■ PROBLEM REQUIREMENTS ■
Whenever a line contains the string "Desmoulins", copy it out of the entries.

■ EXCERPTED DATA ■
# # #

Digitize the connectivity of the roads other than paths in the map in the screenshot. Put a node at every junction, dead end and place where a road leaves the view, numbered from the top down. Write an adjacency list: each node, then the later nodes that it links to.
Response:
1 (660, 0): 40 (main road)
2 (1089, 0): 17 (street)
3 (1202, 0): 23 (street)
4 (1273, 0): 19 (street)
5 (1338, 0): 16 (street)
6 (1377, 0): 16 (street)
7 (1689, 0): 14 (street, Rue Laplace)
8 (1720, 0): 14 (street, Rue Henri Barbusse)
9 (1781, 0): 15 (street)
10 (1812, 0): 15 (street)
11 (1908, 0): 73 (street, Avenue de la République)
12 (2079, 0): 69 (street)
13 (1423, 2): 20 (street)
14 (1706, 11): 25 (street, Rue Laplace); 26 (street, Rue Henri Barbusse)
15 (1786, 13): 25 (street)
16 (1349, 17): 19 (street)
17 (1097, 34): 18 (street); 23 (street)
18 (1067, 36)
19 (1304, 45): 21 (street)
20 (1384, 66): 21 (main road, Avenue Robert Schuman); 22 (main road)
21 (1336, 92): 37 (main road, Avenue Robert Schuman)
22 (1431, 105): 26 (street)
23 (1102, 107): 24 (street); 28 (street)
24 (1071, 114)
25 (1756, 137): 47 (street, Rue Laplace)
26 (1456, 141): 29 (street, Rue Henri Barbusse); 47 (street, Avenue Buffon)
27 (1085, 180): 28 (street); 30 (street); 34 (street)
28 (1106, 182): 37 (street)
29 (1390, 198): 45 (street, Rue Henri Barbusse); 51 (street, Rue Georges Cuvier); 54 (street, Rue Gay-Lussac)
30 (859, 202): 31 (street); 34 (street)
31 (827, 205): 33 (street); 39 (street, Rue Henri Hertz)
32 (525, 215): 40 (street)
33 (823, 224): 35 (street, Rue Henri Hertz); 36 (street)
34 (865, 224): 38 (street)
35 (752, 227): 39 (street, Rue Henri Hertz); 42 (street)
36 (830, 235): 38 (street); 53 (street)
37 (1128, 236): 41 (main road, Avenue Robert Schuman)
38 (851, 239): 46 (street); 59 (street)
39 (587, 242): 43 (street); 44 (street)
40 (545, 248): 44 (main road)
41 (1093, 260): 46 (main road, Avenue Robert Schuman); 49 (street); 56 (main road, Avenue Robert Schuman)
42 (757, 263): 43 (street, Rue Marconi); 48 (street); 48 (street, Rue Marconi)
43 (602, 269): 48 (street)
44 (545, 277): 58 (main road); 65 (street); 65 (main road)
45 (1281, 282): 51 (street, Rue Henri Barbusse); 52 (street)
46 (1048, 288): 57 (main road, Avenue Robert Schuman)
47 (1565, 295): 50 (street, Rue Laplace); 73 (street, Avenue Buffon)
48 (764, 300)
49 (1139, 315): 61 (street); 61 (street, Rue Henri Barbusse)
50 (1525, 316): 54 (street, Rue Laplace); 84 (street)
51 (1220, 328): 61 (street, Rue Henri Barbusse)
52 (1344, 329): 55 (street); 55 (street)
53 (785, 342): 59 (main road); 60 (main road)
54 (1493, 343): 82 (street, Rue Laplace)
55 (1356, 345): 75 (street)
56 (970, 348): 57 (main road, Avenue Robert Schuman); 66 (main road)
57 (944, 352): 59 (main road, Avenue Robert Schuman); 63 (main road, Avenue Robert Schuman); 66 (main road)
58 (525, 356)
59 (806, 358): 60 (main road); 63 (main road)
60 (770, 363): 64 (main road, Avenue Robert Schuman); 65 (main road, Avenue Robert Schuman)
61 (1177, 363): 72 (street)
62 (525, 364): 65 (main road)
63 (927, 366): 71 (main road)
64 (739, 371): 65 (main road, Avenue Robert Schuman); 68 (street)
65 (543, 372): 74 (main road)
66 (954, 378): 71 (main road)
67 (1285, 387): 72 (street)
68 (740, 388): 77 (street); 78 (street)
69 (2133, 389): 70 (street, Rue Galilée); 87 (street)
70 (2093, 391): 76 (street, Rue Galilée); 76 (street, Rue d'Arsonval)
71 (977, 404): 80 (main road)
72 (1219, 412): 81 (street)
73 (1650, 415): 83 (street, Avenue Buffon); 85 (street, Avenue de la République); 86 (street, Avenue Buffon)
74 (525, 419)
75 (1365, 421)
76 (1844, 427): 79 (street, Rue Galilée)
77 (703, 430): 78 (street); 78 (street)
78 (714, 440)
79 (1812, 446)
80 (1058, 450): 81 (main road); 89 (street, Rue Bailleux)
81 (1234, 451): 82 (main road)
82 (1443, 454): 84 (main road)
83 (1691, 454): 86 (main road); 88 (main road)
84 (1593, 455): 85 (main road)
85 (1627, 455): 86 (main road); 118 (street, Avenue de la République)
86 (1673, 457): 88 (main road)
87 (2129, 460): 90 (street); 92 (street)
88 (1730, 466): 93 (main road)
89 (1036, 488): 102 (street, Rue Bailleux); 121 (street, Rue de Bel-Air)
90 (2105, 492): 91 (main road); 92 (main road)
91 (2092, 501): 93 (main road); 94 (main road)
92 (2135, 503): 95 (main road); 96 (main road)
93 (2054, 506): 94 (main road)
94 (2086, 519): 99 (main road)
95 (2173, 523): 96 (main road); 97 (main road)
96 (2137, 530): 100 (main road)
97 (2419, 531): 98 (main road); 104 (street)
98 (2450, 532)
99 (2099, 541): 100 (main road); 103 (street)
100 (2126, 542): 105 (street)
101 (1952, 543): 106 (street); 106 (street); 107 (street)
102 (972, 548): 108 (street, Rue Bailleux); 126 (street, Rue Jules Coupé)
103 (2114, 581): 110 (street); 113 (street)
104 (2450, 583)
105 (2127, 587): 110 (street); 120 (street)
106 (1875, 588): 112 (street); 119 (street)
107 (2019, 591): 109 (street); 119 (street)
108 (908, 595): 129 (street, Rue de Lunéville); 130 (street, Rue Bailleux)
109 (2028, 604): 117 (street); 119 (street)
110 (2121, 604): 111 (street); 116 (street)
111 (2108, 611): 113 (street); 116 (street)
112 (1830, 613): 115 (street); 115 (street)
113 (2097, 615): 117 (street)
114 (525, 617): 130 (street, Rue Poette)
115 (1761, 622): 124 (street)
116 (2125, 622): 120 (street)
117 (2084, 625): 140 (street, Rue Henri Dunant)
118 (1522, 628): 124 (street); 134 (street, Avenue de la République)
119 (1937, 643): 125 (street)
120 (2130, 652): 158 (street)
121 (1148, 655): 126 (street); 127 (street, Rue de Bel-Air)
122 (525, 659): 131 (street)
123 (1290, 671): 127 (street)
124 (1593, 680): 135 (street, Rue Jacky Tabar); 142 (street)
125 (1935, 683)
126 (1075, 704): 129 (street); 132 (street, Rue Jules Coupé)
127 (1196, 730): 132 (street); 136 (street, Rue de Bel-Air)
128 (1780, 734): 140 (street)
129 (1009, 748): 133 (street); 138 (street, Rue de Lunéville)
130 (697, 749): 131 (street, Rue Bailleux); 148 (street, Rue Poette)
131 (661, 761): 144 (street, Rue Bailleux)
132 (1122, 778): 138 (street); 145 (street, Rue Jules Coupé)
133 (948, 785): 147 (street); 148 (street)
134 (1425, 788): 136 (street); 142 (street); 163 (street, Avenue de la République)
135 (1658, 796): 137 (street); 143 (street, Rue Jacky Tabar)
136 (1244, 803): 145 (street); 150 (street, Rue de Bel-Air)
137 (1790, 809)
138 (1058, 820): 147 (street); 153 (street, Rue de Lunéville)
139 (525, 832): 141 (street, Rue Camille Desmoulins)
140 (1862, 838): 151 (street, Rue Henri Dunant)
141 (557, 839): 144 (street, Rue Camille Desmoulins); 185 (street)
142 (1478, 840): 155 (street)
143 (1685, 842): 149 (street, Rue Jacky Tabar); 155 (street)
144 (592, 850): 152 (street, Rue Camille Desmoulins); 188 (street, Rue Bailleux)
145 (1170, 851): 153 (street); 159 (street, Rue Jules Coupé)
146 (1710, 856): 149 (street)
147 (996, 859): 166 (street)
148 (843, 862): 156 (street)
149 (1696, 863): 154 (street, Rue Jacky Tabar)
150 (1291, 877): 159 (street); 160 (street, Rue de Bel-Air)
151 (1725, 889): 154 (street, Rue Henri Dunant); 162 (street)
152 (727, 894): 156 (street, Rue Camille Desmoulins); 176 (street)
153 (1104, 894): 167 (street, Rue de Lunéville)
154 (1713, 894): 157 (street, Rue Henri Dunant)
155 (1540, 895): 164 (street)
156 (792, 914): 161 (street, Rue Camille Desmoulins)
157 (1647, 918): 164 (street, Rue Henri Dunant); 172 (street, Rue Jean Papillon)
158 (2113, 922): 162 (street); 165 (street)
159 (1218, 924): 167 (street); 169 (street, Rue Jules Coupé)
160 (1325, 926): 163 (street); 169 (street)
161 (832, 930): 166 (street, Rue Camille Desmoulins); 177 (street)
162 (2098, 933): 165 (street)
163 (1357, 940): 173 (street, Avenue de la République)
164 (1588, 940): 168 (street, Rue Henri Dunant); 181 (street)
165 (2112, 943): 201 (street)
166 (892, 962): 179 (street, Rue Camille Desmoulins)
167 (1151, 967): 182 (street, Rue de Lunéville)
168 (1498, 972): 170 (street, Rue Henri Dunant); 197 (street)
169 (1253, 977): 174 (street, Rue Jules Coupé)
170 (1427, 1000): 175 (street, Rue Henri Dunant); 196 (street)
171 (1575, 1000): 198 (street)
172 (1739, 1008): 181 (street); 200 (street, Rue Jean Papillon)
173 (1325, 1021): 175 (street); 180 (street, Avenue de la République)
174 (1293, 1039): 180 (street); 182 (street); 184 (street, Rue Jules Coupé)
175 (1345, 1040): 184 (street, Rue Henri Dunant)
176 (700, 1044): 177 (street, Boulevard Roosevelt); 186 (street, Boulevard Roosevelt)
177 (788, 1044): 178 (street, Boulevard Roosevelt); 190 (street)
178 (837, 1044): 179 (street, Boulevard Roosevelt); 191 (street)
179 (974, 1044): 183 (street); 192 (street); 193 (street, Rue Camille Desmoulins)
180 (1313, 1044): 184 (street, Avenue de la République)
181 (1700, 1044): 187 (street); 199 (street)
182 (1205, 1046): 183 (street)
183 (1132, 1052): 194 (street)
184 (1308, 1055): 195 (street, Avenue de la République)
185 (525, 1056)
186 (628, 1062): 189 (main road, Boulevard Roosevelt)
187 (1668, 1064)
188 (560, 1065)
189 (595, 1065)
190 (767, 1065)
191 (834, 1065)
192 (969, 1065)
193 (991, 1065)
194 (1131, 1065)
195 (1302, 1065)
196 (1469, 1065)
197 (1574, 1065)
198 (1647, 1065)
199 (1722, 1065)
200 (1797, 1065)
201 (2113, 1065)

# # #

■ PROBLEM SOLUTION ■
139 (525, 832): 141 (street, Rue Camille Desmoulins)
141 (557, 839): 144 (street, Rue Camille Desmoulins); 185 (street)
144 (592, 850): 152 (street, Rue Camille Desmoulins); 188 (street, Rue Bailleux)
152 (727, 894): 156 (street, Rue Camille Desmoulins); 176 (street)
156 (792, 914): 161 (street, Rue Camille Desmoulins)
161 (832, 930): 166 (street, Rue Camille Desmoulins); 177 (street)
166 (892, 962): 179 (street, Rue Camille Desmoulins)
179 (974, 1044): 183 (street); 192 (street); 193 (street, Rue Camille Desmoulins)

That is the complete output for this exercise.